Material supplied -
____________
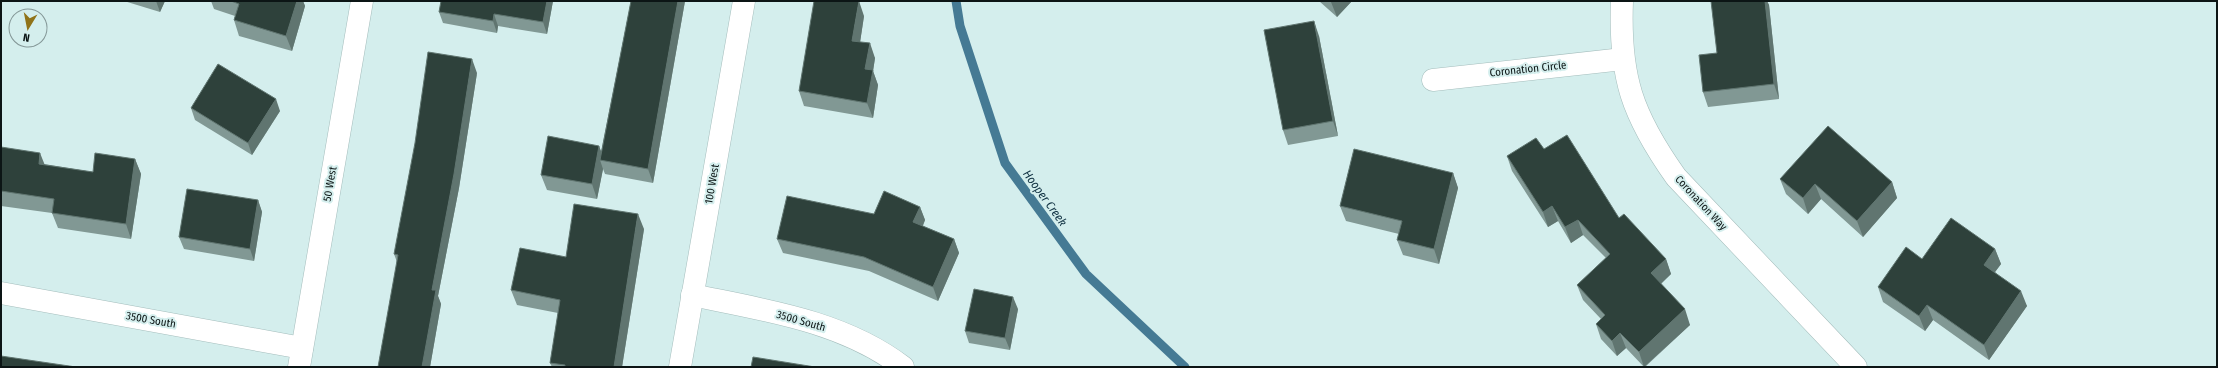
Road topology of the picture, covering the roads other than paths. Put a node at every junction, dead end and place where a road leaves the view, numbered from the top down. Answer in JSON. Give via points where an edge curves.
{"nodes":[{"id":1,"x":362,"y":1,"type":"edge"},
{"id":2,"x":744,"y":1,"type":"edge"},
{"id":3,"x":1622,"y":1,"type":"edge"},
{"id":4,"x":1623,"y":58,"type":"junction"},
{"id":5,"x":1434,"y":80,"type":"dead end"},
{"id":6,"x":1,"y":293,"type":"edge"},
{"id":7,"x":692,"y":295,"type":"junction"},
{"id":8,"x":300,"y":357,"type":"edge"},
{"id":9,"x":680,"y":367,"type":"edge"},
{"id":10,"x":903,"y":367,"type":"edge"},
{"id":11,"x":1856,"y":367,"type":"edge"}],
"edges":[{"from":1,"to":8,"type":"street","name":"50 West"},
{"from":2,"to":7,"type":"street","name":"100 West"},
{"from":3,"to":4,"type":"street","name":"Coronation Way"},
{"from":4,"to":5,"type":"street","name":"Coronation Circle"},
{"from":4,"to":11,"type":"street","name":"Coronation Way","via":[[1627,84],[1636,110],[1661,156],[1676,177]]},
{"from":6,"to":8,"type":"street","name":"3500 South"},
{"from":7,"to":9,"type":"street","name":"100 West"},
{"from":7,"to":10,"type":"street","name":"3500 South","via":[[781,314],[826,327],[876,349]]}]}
____________
What you have to do -
Every line above should be copied exactly; do not carry over the pictures.

Task response -
Road topology of the picture, covering the roads other than paths. Put a node at every junction, dead end and place where a road leaves the view, numbered from the top down. Answer in JSON. Give via points where an edge curves.
{"nodes":[{"id":1,"x":362,"y":1,"type":"edge"},
{"id":2,"x":744,"y":1,"type":"edge"},
{"id":3,"x":1622,"y":1,"type":"edge"},
{"id":4,"x":1623,"y":58,"type":"junction"},
{"id":5,"x":1434,"y":80,"type":"dead end"},
{"id":6,"x":1,"y":293,"type":"edge"},
{"id":7,"x":692,"y":295,"type":"junction"},
{"id":8,"x":300,"y":357,"type":"edge"},
{"id":9,"x":680,"y":367,"type":"edge"},
{"id":10,"x":903,"y":367,"type":"edge"},
{"id":11,"x":1856,"y":367,"type":"edge"}],
"edges":[{"from":1,"to":8,"type":"street","name":"50 West"},
{"from":2,"to":7,"type":"street","name":"100 West"},
{"from":3,"to":4,"type":"street","name":"Coronation Way"},
{"from":4,"to":5,"type":"street","name":"Coronation Circle"},
{"from":4,"to":11,"type":"street","name":"Coronation Way","via":[[1627,84],[1636,110],[1661,156],[1676,177]]},
{"from":6,"to":8,"type":"street","name":"3500 South"},
{"from":7,"to":9,"type":"street","name":"100 West"},
{"from":7,"to":10,"type":"street","name":"3500 South","via":[[781,314],[826,327],[876,349]]}]}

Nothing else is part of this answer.